In the last few years, many people decided to leave their jobs in hopes of finding employment that is more in line with their values, or that provides better employee benefits and a higher salary. Whether you call it The Great Resignation or The Big Quit, this phenomenon has changed the way we look at the various aspects of our careers such as employee benefits and work/life balance. Here are some of the most common reasons people left their employers in 2023.
Remote and Hybrid Work
During the most intense periods of the Covid-19 pandemic many employees got a taste of working from home, and for a large number of people it was far more manageable than dealing with traffic or public transportation every day. Additionally, remote and hybrid roles have been proven to increase productivity, and often provide employees with a better work/life balance.
Current trends seem to suggest that many companies are calling their employees back to the office, which can be jarring after the numerous benefits experienced from working remotely. As such, employees are seeking other avenues of employment in which hybrid or entirely remote roles are offered.
A Career Change
Building off of our last entry, it would be fair to say that during those initial remote days, people had a whole lot more time to think and reflect. New interests may have been discovered, or maybe some previously unknown skills suddenly developed. When we sit and really take inventory or our lives, there’s bound to be some things that we want to add, change, or eliminate entirely.

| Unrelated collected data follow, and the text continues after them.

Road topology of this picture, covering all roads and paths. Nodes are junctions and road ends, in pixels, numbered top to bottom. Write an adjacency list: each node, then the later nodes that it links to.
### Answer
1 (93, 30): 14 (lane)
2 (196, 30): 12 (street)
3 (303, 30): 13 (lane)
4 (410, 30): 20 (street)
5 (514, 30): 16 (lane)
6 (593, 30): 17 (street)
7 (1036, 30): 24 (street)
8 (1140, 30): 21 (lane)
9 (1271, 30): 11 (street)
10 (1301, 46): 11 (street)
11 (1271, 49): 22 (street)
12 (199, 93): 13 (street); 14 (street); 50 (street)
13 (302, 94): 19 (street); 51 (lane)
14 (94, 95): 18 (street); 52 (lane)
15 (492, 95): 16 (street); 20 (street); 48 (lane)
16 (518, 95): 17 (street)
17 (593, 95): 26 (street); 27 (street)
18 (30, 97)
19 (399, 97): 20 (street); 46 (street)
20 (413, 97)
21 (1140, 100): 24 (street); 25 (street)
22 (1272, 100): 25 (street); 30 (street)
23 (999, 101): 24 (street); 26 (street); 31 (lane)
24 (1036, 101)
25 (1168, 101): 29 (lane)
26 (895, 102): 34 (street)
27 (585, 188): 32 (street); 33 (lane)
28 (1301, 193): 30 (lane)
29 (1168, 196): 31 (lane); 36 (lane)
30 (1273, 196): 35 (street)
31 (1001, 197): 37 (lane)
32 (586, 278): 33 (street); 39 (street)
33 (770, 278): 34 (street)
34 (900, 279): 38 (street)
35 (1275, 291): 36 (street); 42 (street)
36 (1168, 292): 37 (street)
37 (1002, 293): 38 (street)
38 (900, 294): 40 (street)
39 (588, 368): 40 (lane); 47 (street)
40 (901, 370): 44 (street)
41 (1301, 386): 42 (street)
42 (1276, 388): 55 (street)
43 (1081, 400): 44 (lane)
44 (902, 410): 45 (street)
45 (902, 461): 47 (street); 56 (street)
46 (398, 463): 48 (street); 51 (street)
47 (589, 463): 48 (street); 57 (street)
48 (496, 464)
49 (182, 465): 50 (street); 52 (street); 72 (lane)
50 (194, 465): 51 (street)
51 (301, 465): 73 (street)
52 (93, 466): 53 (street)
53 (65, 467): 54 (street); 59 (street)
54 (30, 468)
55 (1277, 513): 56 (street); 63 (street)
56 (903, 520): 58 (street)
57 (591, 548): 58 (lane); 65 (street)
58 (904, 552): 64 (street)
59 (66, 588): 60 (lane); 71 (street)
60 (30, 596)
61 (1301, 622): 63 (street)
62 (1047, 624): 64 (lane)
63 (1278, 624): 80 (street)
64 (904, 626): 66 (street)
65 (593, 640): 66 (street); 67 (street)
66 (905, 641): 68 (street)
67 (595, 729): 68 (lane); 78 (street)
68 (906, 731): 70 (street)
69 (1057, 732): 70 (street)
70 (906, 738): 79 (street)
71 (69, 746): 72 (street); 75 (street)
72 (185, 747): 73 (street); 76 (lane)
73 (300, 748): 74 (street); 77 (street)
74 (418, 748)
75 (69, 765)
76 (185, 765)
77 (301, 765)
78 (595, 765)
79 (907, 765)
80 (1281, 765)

These reflective moments may have caused many people to reconsider their careers. For example, someone who previously worked in finance might have realized they would feel far more fulfilled working in the tech industry. With remote work becoming so widespread over the past few years this phenomenon likely occurred on a massive scale, causing a large number of people to change their careers.
A Better Company Culture
The Great Resignation called attention to a lot of the issues that employees face in the workplace, from poor management and company policies, to toxic coworkers and hazardous working conditions. With these weaknesses exposed, people began to quit their jobs en masse. Say what you will about The Great Resignation, but at the very least it got people thinking and considering whether they’re willing to put up with a less-than favorable working environment.
Over the last few years, people have become more in touch with their wants and needs as it pertains to their careers. Because of this, job seekers are far more selective, and often apply only to jobs that meet their individual criteria. Many companies have responded to this by creating employee resource groups (ERGs) and implementing diversity, equity, and inclusion (DE&I) initiatives. Still, potential employees will use their own discernment to ensure that a company’s efforts are sincere.
An Uncertain Future
We’re all feeling the effects of economic strife in one way or another, and companies are no different. In the last few years, stories of major companies laying off numerous employees have been popping up all over the news, and many of us have either experienced this first-hand, or have heard tell of massive layoffs from friends or family members.
The fear of potential layoffs has caused employees to pay more attention to their employer’s activities and bottom line. In some cases, people may be able to anticipate impending layoffs and will decide to jump ship in search of more stable employment. In another scenario, a portion of a company’s staff may leave after a round of layoffs in fear that their jobs may be next.
You saw this one coming, didn’t you? One of the most common reasons why people leave their jobs is in search of a higher salary. They say money isn’t everything, and this is most certainly true, but it is one of the necessary evils of life. Need a new car? You have to pay for it. Want to buy your own house? You’ll need to save a whole bunch of money first.
The fact of the matter is that even necessities cost money, and when we’re dealing with crippling inflation and an ever-increasing cost of living, the numbers on our paychecks matter. If companies are unwilling or unable to compensate for these economic issues, their employees will seek out jobs that pay them more. This has been especially true in the last few years.
In light of The Great Resignation, companies are starting to realize that in order to improve employee retention, they have to do more for their employees. This could mean adding new types of benefits, developing ERGs and DE&I initiatives, or providing further incentives for employees to remain productive and motivated. In the absence of such programs or any meaningful benefits, it may become more difficult for companies to attract talent.